Prompt: Which lines in the records below contain the word "dela"? Report each of them.

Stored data
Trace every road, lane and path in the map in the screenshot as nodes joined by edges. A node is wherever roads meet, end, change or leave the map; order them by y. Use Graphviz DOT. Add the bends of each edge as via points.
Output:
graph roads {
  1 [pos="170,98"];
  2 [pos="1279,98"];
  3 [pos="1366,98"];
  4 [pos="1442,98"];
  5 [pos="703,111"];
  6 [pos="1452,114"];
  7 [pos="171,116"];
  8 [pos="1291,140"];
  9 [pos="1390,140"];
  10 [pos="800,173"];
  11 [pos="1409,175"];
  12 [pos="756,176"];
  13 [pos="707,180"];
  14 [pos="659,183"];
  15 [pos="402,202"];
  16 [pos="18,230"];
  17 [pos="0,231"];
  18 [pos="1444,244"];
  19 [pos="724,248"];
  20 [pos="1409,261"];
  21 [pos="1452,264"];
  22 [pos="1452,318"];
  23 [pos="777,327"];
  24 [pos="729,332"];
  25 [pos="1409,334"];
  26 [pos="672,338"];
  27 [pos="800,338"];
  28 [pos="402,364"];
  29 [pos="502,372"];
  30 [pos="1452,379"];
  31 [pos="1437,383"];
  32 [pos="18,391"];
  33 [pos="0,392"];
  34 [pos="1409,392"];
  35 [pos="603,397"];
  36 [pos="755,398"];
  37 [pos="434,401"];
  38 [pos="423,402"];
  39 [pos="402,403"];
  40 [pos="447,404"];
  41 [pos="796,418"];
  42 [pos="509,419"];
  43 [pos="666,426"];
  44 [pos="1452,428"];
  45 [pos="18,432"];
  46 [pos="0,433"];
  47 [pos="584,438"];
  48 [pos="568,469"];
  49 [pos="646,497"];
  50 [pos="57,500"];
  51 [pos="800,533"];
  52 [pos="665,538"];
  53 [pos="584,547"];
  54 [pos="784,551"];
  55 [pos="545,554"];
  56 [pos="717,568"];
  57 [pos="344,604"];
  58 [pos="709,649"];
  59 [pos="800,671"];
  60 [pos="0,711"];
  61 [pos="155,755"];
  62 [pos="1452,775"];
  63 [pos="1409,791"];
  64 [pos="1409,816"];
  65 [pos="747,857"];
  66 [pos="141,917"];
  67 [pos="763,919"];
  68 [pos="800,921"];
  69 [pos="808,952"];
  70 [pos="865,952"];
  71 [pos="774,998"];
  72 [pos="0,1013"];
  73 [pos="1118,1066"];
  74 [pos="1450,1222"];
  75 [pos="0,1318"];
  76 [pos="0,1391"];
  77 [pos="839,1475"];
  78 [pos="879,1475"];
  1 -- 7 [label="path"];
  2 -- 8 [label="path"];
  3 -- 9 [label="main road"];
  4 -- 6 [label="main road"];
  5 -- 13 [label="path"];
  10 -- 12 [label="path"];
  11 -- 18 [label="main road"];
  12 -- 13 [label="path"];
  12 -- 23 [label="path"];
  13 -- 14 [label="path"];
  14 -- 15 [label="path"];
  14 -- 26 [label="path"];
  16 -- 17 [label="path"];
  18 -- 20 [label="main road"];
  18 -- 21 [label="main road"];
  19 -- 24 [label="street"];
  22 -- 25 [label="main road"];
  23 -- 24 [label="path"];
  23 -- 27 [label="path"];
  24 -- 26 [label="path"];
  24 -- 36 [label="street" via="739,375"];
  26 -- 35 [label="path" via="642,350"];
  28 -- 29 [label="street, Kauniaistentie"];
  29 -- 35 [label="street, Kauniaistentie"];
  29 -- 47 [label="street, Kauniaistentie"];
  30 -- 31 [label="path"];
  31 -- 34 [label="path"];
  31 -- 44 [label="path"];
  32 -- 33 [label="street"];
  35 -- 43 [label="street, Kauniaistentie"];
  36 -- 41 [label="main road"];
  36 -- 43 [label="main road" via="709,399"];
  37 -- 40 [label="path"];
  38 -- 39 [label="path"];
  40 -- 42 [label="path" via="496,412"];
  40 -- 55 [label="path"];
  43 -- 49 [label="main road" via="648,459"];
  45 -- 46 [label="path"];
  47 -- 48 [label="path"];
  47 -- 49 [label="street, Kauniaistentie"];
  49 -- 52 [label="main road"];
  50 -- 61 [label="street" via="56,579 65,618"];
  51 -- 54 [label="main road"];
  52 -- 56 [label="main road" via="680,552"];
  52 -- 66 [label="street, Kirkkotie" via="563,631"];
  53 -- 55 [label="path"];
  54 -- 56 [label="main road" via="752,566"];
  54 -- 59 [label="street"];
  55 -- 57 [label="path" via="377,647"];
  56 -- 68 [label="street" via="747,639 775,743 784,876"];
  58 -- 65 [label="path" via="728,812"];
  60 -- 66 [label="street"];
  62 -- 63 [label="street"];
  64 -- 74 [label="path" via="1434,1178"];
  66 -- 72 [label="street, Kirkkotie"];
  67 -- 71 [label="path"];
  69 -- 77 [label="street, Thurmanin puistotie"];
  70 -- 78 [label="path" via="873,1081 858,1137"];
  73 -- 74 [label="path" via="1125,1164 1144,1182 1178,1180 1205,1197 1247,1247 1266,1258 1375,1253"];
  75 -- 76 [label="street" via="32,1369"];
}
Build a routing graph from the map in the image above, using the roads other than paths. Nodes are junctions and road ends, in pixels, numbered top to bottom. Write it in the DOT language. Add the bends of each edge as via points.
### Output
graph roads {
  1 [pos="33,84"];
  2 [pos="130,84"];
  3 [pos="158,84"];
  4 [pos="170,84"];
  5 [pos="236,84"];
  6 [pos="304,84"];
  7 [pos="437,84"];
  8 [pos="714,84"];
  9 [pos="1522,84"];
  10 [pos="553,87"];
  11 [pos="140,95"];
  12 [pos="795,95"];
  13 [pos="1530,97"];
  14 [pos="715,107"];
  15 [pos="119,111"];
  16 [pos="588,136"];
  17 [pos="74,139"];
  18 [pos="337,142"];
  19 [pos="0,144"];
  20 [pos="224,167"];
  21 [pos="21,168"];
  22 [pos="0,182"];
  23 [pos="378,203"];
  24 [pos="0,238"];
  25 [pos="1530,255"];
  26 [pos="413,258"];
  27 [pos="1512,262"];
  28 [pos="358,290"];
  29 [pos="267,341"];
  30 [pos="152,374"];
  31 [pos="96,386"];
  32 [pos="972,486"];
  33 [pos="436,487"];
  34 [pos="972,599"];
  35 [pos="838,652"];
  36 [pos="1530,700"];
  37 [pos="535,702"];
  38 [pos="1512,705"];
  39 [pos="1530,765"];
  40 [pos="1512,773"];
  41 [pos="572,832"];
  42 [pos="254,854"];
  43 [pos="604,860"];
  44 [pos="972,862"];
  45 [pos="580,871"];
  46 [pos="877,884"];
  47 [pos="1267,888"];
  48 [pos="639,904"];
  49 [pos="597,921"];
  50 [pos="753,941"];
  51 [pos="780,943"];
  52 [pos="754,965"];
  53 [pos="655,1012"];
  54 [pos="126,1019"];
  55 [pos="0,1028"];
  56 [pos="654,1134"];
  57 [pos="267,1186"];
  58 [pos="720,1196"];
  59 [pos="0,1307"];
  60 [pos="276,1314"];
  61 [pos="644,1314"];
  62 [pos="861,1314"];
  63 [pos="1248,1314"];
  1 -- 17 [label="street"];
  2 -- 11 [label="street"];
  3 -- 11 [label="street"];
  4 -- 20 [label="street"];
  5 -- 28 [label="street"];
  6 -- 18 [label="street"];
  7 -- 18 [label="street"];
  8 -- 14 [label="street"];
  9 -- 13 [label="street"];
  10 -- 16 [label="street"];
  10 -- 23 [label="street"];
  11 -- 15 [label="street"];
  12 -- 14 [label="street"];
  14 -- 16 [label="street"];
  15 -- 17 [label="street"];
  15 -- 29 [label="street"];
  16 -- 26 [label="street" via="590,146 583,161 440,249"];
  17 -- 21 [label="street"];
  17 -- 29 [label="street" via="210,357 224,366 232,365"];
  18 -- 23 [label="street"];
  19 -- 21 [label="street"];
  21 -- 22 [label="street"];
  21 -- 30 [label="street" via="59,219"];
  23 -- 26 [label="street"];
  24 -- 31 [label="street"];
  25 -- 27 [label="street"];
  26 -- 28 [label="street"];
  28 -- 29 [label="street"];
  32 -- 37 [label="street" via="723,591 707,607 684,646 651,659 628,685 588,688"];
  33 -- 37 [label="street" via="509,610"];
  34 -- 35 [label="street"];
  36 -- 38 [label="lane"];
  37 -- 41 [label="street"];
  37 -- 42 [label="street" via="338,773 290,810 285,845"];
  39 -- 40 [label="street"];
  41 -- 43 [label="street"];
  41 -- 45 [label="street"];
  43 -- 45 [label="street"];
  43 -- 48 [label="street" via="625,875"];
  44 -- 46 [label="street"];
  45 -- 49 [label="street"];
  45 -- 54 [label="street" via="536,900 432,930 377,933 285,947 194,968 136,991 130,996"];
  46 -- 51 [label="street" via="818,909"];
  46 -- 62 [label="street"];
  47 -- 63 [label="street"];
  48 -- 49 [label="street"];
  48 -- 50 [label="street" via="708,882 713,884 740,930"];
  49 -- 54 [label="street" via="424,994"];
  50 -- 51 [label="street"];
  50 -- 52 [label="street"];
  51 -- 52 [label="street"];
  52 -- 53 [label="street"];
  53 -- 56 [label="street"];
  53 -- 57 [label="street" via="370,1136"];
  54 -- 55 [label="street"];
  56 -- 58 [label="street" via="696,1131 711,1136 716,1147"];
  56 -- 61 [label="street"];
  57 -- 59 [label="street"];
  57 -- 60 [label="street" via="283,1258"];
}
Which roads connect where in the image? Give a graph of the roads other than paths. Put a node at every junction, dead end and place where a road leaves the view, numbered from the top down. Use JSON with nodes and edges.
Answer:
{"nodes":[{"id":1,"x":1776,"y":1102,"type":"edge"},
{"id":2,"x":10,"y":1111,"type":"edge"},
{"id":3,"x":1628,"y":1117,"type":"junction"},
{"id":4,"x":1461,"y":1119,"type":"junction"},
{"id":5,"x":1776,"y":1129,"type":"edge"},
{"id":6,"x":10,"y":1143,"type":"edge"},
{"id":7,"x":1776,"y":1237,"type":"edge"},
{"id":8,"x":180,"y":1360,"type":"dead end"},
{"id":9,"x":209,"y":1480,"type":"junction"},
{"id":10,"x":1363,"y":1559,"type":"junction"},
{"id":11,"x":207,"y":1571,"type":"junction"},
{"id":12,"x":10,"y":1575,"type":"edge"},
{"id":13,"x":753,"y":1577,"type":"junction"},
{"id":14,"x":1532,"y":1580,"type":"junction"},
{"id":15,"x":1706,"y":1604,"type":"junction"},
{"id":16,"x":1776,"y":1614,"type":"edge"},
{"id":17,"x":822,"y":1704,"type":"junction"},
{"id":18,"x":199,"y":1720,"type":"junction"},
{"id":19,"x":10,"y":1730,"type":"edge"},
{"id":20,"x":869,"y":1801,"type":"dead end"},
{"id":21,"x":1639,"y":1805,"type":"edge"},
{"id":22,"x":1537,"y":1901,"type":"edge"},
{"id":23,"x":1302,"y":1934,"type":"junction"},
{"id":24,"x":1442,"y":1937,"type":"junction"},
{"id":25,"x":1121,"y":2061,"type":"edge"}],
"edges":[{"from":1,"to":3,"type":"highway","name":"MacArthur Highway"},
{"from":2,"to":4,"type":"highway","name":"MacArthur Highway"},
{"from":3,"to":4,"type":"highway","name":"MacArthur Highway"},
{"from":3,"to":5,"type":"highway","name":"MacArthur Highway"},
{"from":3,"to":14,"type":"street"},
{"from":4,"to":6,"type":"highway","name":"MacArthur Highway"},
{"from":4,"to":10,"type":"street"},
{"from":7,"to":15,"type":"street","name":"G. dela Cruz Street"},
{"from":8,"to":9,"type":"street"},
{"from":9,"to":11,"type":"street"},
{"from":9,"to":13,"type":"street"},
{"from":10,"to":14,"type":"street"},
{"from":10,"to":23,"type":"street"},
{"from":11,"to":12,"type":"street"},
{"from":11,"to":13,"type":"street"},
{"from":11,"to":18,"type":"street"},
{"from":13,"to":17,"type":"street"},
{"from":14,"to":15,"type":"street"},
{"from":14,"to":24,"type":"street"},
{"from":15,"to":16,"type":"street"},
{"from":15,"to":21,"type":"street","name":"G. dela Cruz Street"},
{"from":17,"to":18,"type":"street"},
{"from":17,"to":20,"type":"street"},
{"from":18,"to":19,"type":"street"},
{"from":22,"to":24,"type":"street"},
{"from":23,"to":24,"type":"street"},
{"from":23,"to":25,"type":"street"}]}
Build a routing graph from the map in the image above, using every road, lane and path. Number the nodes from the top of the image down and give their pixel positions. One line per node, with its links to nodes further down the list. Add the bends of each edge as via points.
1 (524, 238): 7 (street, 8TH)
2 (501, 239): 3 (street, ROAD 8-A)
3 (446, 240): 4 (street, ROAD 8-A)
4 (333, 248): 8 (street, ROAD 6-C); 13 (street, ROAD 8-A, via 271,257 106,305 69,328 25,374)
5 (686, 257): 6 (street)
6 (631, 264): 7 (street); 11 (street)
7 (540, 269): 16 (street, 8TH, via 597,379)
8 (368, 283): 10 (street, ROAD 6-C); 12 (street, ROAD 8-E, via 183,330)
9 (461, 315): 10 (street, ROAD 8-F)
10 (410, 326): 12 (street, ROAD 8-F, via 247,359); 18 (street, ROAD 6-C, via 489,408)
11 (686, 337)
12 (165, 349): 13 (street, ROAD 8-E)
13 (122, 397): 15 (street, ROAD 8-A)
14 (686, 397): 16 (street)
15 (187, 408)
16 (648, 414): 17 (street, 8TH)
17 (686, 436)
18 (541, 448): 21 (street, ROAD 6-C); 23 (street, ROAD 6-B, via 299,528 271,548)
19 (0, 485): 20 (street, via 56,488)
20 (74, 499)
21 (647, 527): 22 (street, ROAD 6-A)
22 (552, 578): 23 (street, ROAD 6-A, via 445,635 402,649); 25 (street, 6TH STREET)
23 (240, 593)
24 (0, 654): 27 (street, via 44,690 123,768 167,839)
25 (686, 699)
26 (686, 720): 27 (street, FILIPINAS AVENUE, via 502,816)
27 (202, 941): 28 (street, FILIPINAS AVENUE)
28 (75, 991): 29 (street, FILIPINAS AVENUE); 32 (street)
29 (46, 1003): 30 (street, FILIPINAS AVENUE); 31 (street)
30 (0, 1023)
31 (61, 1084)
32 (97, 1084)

Written answer:
{"from":7,"to":15,"type":"street","name":"G. dela Cruz Street"},
{"from":15,"to":21,"type":"street","name":"G. dela Cruz Street"},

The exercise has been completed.